[Saved entries]
⟨

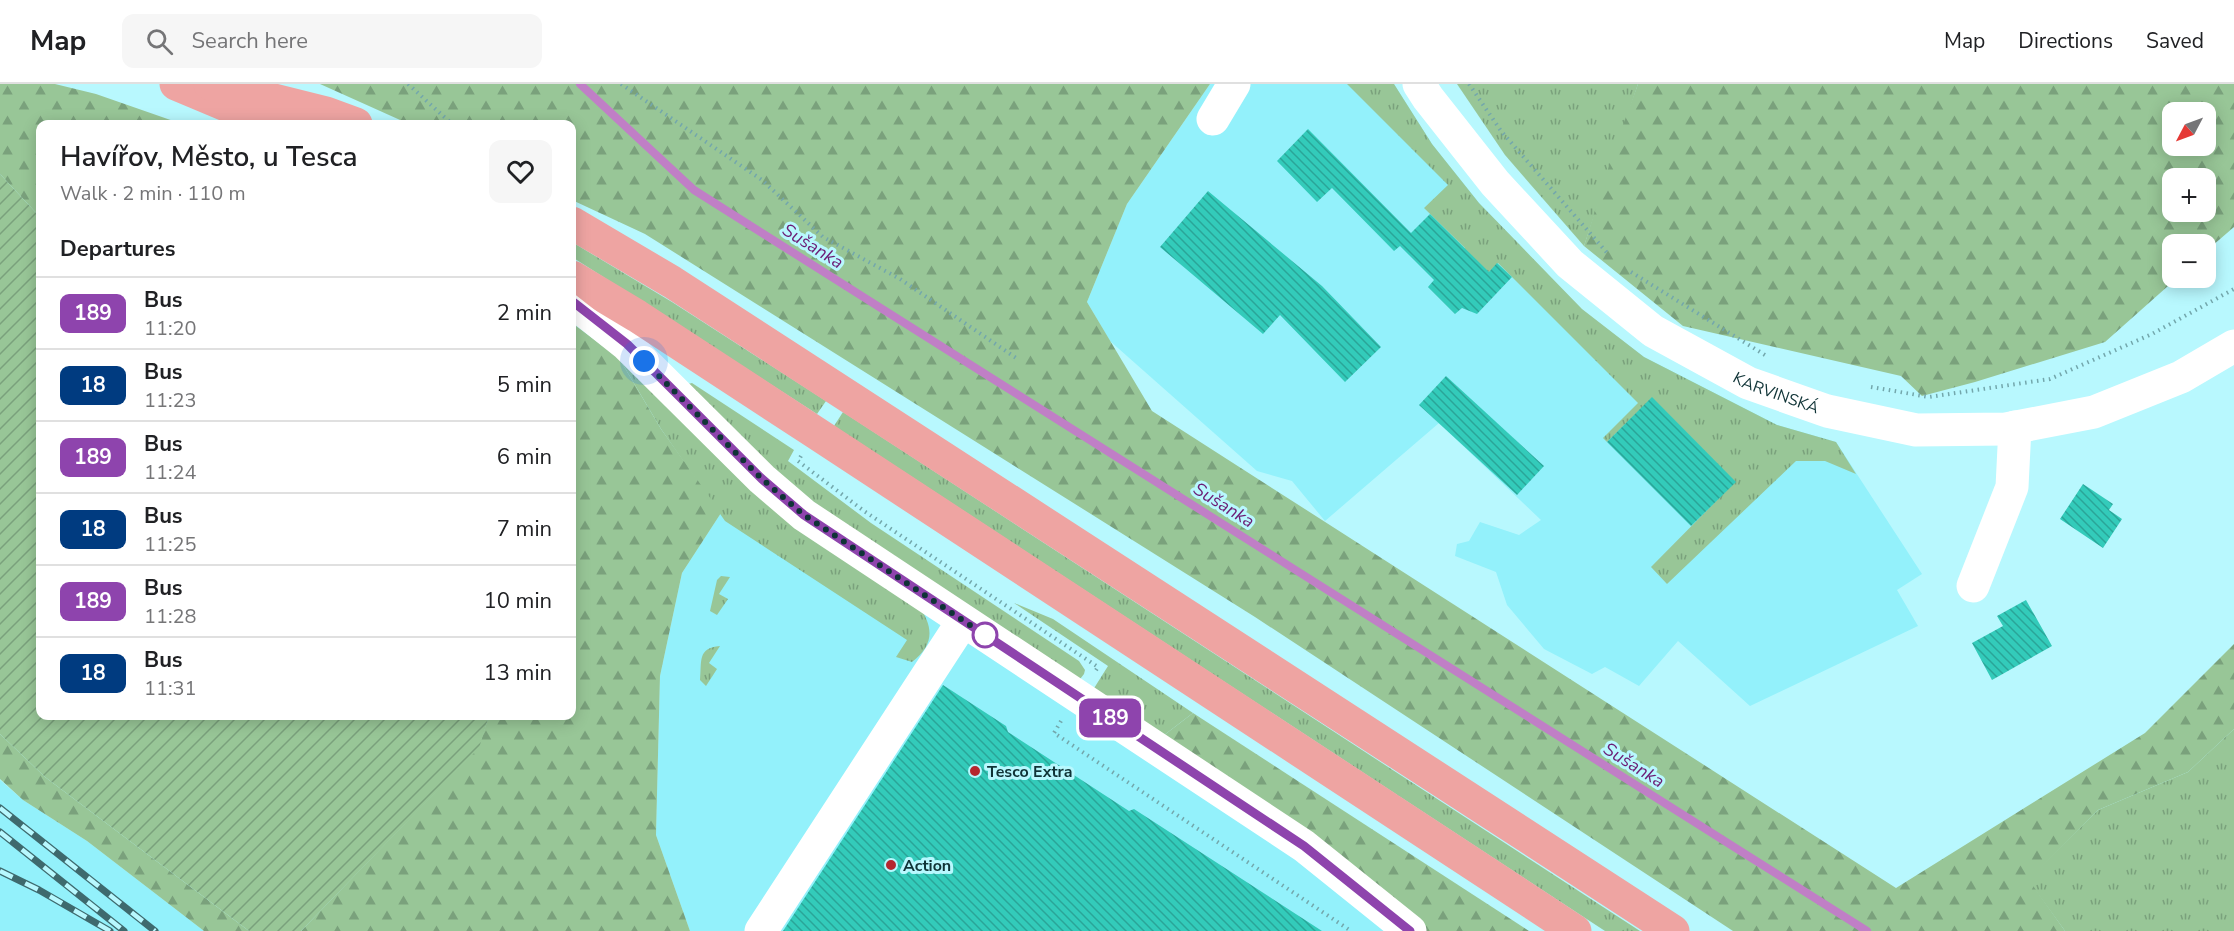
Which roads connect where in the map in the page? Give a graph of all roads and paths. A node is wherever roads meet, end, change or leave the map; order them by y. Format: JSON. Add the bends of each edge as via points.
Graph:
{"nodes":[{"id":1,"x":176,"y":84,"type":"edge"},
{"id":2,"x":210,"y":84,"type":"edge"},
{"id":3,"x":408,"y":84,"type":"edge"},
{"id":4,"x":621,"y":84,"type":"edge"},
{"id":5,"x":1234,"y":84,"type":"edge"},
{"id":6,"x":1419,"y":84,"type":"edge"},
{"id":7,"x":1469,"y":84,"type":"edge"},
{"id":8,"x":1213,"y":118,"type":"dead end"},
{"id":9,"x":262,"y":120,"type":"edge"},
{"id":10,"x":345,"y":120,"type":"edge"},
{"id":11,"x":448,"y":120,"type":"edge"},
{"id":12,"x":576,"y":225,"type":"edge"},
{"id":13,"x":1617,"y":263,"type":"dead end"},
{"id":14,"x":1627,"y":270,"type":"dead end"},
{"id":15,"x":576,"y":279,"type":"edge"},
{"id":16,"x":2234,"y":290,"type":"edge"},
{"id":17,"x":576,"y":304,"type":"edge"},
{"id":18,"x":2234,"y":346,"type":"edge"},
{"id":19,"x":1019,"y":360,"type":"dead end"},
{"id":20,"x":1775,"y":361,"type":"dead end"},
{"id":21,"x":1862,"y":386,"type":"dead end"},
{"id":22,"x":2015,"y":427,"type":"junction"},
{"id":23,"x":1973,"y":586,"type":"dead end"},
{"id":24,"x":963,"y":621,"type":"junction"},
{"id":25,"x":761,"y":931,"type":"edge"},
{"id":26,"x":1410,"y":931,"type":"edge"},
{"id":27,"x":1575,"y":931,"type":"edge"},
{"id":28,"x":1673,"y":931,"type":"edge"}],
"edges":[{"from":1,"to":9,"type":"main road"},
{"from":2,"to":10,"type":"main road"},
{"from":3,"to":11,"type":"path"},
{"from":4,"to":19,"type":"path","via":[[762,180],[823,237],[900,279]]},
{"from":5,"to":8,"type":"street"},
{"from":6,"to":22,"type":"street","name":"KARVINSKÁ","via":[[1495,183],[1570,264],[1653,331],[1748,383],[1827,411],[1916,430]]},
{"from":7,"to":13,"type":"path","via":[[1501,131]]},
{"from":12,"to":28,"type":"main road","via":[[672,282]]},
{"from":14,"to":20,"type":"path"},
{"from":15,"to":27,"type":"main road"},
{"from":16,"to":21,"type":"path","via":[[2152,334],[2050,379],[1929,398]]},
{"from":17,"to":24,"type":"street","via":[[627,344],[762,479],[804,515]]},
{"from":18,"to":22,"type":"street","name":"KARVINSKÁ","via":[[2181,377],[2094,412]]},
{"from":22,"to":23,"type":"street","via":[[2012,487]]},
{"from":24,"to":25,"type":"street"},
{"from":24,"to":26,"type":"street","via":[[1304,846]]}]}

⟩
⟨

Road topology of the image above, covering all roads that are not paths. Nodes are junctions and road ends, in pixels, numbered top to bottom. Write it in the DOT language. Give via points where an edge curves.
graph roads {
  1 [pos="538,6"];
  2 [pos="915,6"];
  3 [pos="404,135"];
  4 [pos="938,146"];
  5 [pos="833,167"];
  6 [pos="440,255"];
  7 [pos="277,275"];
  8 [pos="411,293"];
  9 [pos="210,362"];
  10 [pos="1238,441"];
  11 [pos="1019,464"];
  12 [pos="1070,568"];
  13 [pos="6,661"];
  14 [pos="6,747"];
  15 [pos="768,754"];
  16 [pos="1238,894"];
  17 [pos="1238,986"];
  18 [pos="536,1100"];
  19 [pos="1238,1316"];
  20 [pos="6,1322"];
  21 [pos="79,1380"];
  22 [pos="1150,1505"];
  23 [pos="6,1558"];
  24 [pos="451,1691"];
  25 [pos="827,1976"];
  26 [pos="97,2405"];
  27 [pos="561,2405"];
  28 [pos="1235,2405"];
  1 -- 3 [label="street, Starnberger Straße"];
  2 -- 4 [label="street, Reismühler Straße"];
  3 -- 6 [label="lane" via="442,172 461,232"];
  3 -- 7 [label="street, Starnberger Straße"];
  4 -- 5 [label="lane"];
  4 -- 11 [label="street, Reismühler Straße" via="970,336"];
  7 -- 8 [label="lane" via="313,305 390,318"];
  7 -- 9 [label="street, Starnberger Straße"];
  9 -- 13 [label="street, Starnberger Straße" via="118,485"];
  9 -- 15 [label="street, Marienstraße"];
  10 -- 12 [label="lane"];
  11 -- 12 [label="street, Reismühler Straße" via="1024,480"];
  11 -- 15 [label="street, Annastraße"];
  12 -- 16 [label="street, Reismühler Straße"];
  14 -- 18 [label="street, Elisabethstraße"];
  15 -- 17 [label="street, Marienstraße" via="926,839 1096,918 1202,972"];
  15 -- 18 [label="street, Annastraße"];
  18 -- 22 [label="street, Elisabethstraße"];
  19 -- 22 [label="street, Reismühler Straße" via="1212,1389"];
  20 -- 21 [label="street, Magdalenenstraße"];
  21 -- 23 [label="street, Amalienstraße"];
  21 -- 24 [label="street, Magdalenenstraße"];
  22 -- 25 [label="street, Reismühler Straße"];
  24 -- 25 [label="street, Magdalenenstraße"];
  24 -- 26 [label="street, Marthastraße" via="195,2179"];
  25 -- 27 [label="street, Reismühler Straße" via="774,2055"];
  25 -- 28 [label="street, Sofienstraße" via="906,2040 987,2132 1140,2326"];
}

⟩
⟨

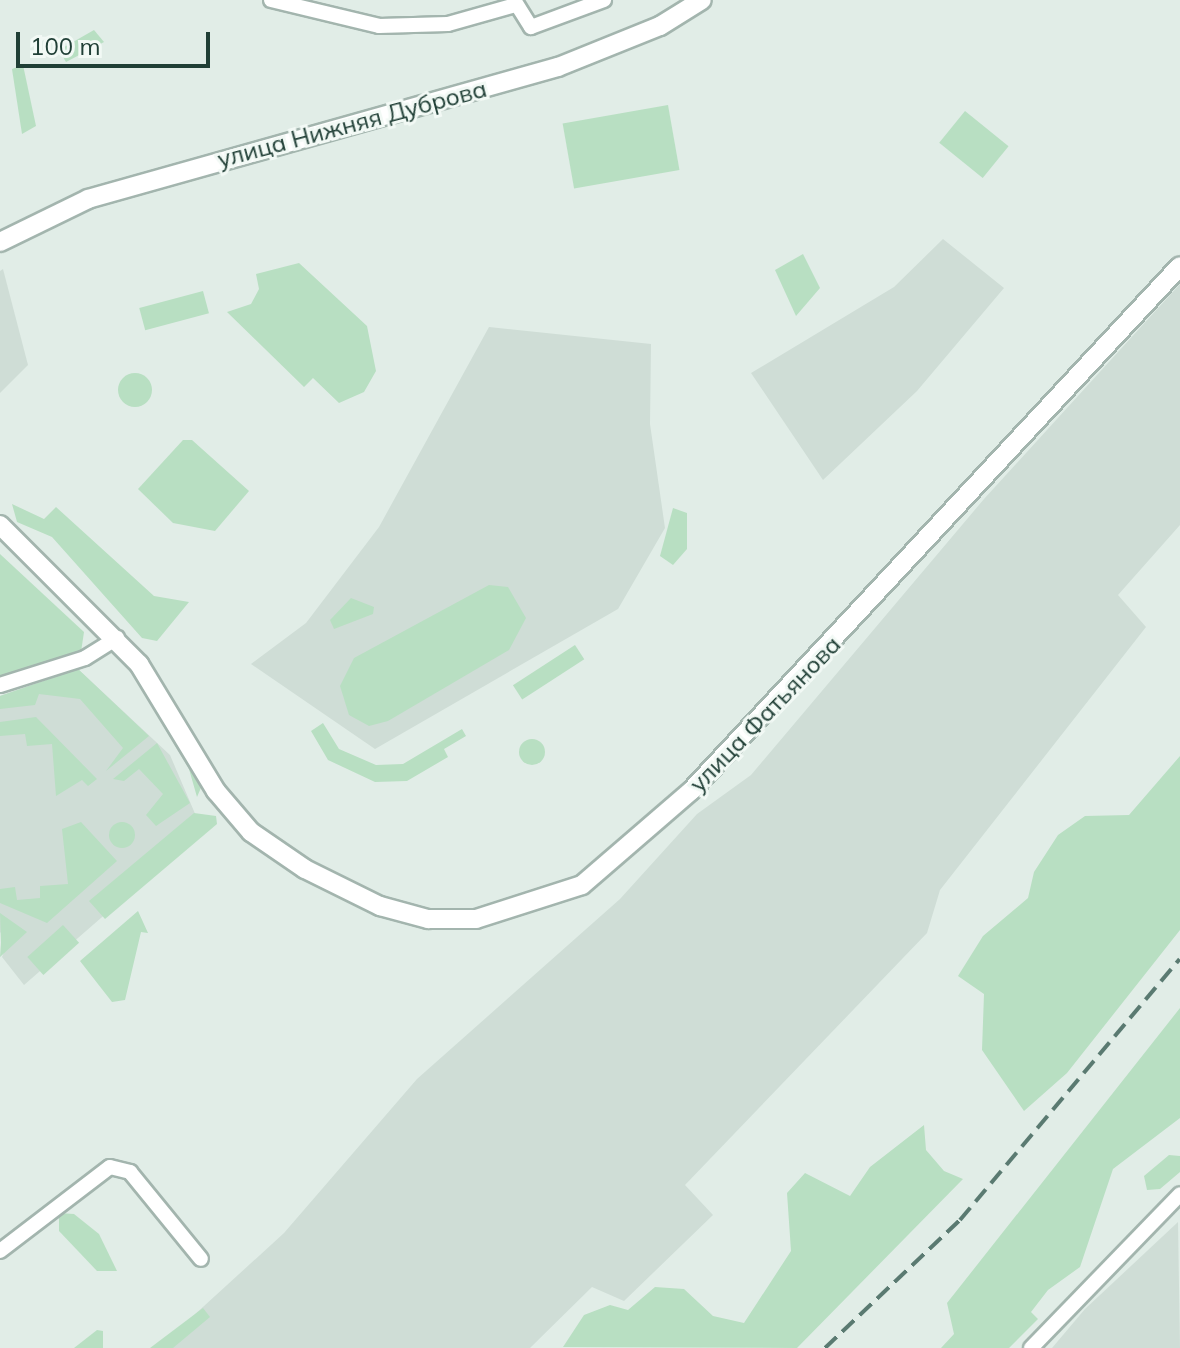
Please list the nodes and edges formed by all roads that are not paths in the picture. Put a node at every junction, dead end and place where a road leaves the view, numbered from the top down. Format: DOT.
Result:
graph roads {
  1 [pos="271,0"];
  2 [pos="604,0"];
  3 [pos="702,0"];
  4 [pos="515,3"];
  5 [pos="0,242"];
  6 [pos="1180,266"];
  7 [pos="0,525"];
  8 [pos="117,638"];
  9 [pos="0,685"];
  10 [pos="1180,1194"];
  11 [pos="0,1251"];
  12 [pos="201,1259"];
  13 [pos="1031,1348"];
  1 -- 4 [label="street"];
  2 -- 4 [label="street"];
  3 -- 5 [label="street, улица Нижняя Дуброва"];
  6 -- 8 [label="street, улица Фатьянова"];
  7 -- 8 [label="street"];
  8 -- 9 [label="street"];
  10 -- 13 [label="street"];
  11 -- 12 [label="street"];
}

⟩

WHAT YOU WILL DO →
From the records, copy out each line that includes the string "Format".

OUTPUT →
Which roads connect where in the map in the page? Give a graph of all roads and paths. A node is wherever roads meet, end, change or leave the map; order them by y. Format: JSON. Add the bends of each edge as via points.
Please list the nodes and edges formed by all roads that are not paths in the picture. Put a node at every junction, dead end and place where a road leaves the view, numbered from the top down. Format: DOT.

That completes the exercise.